VP: Was it the lady who sent you to detention?
BB: She wasn’t one of the bad teachers but one of the good ones. It’s just that she looked a little bit like a guinea pig. But I won’t say anymore because she might read this! So this what I have always done; I just did “Faces” from my head, I find it really fun. I love the possibility of how ugly something could be but I don’t find that disgusting: I love weird faces so much and sometimes I see people on the street and their faces are just bizarre. The odder the shape the better it is.

© Becky Barnicoat

VP: I agree with you there are so many different characters out there, especially where you live, in Stoke Newington.
BB: Oh yes! I cycle to work and I see many faces I want to draw! The other day I was cycling through Newington green and I saw this woman crossing the road and she had so much of something on her face that her skin was almost reddy-orange. And I was thinking “My, she’s put a bit too much foundation on, it looks extraordinary” and I thought maybe the poor woman has some terrible skin condition. And she would be a wonderful drawing but not in a way that would be mocking her. I love it when people look unusual.
© Becky Barnicoat

VP: So would it be fair to say it is people that draw you to being creative? It’s not about the blandness of objects…
BB: That’s probably true; I’m not very good with objects. Landscapes? Not so much. It’s never been my thing, which is actually now a problem. I can get my pen going on a person or an animal but I have to put them somewhere and perspective is tricky.

VP: Don’t downplay your abilities!
BB: (Laughter) So this is one side of what I am interested in. These were people who were on the Internet, and I drew them in on style…

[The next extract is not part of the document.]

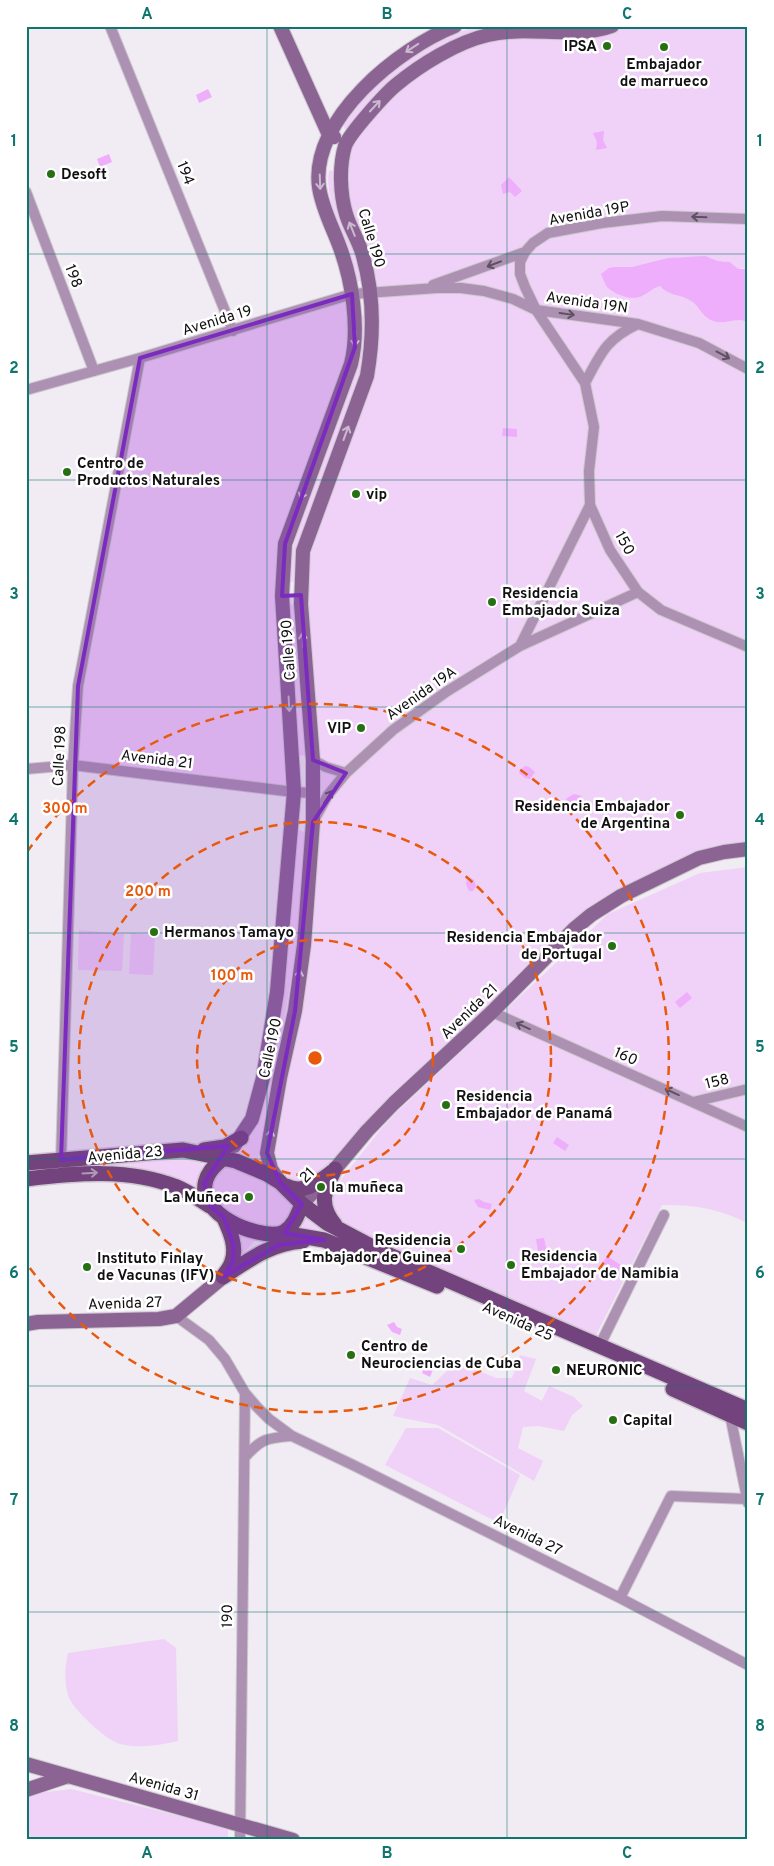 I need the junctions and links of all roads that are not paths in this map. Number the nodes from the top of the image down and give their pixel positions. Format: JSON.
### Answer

VP: Glad you bring that up. I have noticed you don’t have one particular style.
BB: No, Definitely not!

VP: Is it on purpose or did you try to develop one or you don’t care that much?
BB: Good question as I think about it a lot. I definitely don’t try not to have one style. I just can’t imagine myself committing to just one style; I’d really miss too much the other style.
VP: So do you apply one style to one specific subject?

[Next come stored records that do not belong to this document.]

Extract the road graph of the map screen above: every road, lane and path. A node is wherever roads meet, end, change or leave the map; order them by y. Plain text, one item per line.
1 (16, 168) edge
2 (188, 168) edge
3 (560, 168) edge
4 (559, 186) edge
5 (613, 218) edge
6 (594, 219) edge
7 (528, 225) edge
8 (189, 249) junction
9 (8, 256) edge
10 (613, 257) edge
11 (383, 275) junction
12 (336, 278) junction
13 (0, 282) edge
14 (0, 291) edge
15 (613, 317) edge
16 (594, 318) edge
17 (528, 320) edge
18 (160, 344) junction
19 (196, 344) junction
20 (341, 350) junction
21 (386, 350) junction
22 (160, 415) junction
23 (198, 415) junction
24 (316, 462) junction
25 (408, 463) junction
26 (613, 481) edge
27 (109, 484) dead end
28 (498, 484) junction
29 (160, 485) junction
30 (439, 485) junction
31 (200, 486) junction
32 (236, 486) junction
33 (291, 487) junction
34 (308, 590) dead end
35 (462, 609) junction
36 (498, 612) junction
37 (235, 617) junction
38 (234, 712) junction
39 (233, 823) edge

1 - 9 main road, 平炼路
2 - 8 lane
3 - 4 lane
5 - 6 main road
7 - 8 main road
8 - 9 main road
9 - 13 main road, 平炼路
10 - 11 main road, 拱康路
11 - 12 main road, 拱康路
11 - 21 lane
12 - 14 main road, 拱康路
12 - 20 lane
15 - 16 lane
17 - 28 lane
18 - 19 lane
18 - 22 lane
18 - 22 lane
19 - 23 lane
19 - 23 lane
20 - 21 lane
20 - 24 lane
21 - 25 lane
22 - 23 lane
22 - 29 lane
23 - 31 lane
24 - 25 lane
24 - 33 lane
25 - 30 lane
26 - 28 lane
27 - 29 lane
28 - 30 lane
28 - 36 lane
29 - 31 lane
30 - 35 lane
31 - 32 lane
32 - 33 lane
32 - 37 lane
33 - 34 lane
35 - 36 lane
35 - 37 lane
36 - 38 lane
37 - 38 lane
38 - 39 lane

BB: Yeah, I suppose that is it, but it’s not that conscious. It just happens. I think of an idea and it’s immediately obvious to me what style should be for that.

VP: I see, very interestingly, you use all kinds of medium, inks, pen and washes, watercolour…
BB: It’s not premeditated when I use, and I love to use pen and ink. And I use this medium mostly.
© Becky Barnicoat

VP: Tell us about the fanzine. When did you start it?
BB: That was a project a comic book artist friend of mine called Tom and I started. Just like me, he has a full-time job. We both want to be comic book artists and we decided we should do a comic book. A friend of mine who used to work in a bookshop called Persephone proposed we do a comic book evening; it will be in two months, you both work on the comic book and then we can sell it in the shop with drinks and music and we invite people along. They were ALL of our friends, there weren’t any strangers there at all!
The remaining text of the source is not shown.